Task objective:
The entries are to be output in full, word for word.

[Study material]

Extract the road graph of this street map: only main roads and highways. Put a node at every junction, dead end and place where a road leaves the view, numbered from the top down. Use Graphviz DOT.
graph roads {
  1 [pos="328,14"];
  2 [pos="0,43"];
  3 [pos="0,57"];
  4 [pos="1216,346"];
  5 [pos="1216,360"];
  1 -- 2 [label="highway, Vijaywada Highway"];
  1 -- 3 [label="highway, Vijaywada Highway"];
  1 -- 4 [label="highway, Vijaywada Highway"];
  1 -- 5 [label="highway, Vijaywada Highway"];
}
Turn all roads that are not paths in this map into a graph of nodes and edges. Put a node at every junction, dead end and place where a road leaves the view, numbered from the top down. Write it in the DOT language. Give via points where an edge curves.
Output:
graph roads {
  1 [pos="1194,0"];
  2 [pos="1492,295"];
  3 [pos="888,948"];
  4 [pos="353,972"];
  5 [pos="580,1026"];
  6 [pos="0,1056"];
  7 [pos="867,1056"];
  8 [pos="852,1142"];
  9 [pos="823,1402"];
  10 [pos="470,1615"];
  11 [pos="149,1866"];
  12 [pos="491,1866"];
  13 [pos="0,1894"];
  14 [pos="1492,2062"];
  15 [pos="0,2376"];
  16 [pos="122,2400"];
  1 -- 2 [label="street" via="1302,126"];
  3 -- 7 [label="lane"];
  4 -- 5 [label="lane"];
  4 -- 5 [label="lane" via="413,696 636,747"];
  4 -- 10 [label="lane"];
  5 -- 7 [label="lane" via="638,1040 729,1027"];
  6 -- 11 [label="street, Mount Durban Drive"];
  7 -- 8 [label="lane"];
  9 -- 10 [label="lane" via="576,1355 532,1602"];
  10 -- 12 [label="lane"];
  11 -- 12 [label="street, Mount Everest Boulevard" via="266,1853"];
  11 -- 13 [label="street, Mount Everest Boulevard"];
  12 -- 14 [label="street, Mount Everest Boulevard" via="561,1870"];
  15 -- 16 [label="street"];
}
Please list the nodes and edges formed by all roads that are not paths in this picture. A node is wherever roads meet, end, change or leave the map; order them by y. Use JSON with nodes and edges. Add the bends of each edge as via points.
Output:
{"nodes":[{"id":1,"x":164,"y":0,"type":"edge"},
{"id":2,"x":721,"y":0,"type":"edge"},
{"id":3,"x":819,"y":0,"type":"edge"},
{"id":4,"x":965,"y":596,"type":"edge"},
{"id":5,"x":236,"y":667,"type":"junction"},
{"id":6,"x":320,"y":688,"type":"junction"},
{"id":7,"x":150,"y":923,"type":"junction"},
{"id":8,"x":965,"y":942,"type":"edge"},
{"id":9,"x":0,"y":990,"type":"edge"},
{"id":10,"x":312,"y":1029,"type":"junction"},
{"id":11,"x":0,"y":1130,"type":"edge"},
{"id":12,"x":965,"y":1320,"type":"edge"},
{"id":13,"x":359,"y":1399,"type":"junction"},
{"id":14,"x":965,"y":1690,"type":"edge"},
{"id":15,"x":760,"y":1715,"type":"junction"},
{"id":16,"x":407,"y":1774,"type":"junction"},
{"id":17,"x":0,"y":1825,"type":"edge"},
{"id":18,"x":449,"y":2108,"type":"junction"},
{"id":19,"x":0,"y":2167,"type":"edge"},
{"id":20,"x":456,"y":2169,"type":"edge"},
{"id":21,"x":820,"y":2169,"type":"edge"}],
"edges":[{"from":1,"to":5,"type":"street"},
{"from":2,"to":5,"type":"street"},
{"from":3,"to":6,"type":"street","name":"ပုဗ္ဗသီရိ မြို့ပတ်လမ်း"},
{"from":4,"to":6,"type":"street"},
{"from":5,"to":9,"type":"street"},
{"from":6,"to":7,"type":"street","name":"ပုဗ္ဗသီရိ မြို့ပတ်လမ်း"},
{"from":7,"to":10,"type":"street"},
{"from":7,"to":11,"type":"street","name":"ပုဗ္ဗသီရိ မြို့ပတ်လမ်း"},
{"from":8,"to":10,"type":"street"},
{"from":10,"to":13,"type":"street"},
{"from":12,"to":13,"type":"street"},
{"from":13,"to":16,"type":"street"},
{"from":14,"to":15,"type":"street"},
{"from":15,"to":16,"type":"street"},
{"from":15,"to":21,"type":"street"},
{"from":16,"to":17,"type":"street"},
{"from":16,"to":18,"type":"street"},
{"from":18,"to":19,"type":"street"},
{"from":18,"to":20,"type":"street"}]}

[/Study material]

Solution to this task:
Extract the road graph of this street map: only main roads and highways. Put a node at every junction, dead end and place where a road leaves the view, numbered from the top down. Use Graphviz DOT.
graph roads {
  1 [pos="328,14"];
  2 [pos="0,43"];
  3 [pos="0,57"];
  4 [pos="1216,346"];
  5 [pos="1216,360"];
  1 -- 2 [label="highway, Vijaywada Highway"];
  1 -- 3 [label="highway, Vijaywada Highway"];
  1 -- 4 [label="highway, Vijaywada Highway"];
  1 -- 5 [label="highway, Vijaywada Highway"];
}
Turn all roads that are not paths in this map into a graph of nodes and edges. Put a node at every junction, dead end and place where a road leaves the view, numbered from the top down. Write it in the DOT language. Give via points where an edge curves.
Output:
graph roads {
  1 [pos="1194,0"];
  2 [pos="1492,295"];
  3 [pos="888,948"];
  4 [pos="353,972"];
  5 [pos="580,1026"];
  6 [pos="0,1056"];
  7 [pos="867,1056"];
  8 [pos="852,1142"];
  9 [pos="823,1402"];
  10 [pos="470,1615"];
  11 [pos="149,1866"];
  12 [pos="491,1866"];
  13 [pos="0,1894"];
  14 [pos="1492,2062"];
  15 [pos="0,2376"];
  16 [pos="122,2400"];
  1 -- 2 [label="street" via="1302,126"];
  3 -- 7 [label="lane"];
  4 -- 5 [label="lane"];
  4 -- 5 [label="lane" via="413,696 636,747"];
  4 -- 10 [label="lane"];
  5 -- 7 [label="lane" via="638,1040 729,1027"];
  6 -- 11 [label="street, Mount Durban Drive"];
  7 -- 8 [label="lane"];
  9 -- 10 [label="lane" via="576,1355 532,1602"];
  10 -- 12 [label="lane"];
  11 -- 12 [label="street, Mount Everest Boulevard" via="266,1853"];
  11 -- 13 [label="street, Mount Everest Boulevard"];
  12 -- 14 [label="street, Mount Everest Boulevard" via="561,1870"];
  15 -- 16 [label="street"];
}
Please list the nodes and edges formed by all roads that are not paths in this picture. A node is wherever roads meet, end, change or leave the map; order them by y. Use JSON with nodes and edges. Add the bends of each edge as via points.
Output:
{"nodes":[{"id":1,"x":164,"y":0,"type":"edge"},
{"id":2,"x":721,"y":0,"type":"edge"},
{"id":3,"x":819,"y":0,"type":"edge"},
{"id":4,"x":965,"y":596,"type":"edge"},
{"id":5,"x":236,"y":667,"type":"junction"},
{"id":6,"x":320,"y":688,"type":"junction"},
{"id":7,"x":150,"y":923,"type":"junction"},
{"id":8,"x":965,"y":942,"type":"edge"},
{"id":9,"x":0,"y":990,"type":"edge"},
{"id":10,"x":312,"y":1029,"type":"junction"},
{"id":11,"x":0,"y":1130,"type":"edge"},
{"id":12,"x":965,"y":1320,"type":"edge"},
{"id":13,"x":359,"y":1399,"type":"junction"},
{"id":14,"x":965,"y":1690,"type":"edge"},
{"id":15,"x":760,"y":1715,"type":"junction"},
{"id":16,"x":407,"y":1774,"type":"junction"},
{"id":17,"x":0,"y":1825,"type":"edge"},
{"id":18,"x":449,"y":2108,"type":"junction"},
{"id":19,"x":0,"y":2167,"type":"edge"},
{"id":20,"x":456,"y":2169,"type":"edge"},
{"id":21,"x":820,"y":2169,"type":"edge"}],
"edges":[{"from":1,"to":5,"type":"street"},
{"from":2,"to":5,"type":"street"},
{"from":3,"to":6,"type":"street","name":"ပုဗ္ဗသီရိ မြို့ပတ်လမ်း"},
{"from":4,"to":6,"type":"street"},
{"from":5,"to":9,"type":"street"},
{"from":6,"to":7,"type":"street","name":"ပုဗ္ဗသီရိ မြို့ပတ်လမ်း"},
{"from":7,"to":10,"type":"street"},
{"from":7,"to":11,"type":"street","name":"ပုဗ္ဗသီရိ မြို့ပတ်လမ်း"},
{"from":8,"to":10,"type":"street"},
{"from":10,"to":13,"type":"street"},
{"from":12,"to":13,"type":"street"},
{"from":13,"to":16,"type":"street"},
{"from":14,"to":15,"type":"street"},
{"from":15,"to":16,"type":"street"},
{"from":15,"to":21,"type":"street"},
{"from":16,"to":17,"type":"street"},
{"from":16,"to":18,"type":"street"},
{"from":18,"to":19,"type":"street"},
{"from":18,"to":20,"type":"street"}]}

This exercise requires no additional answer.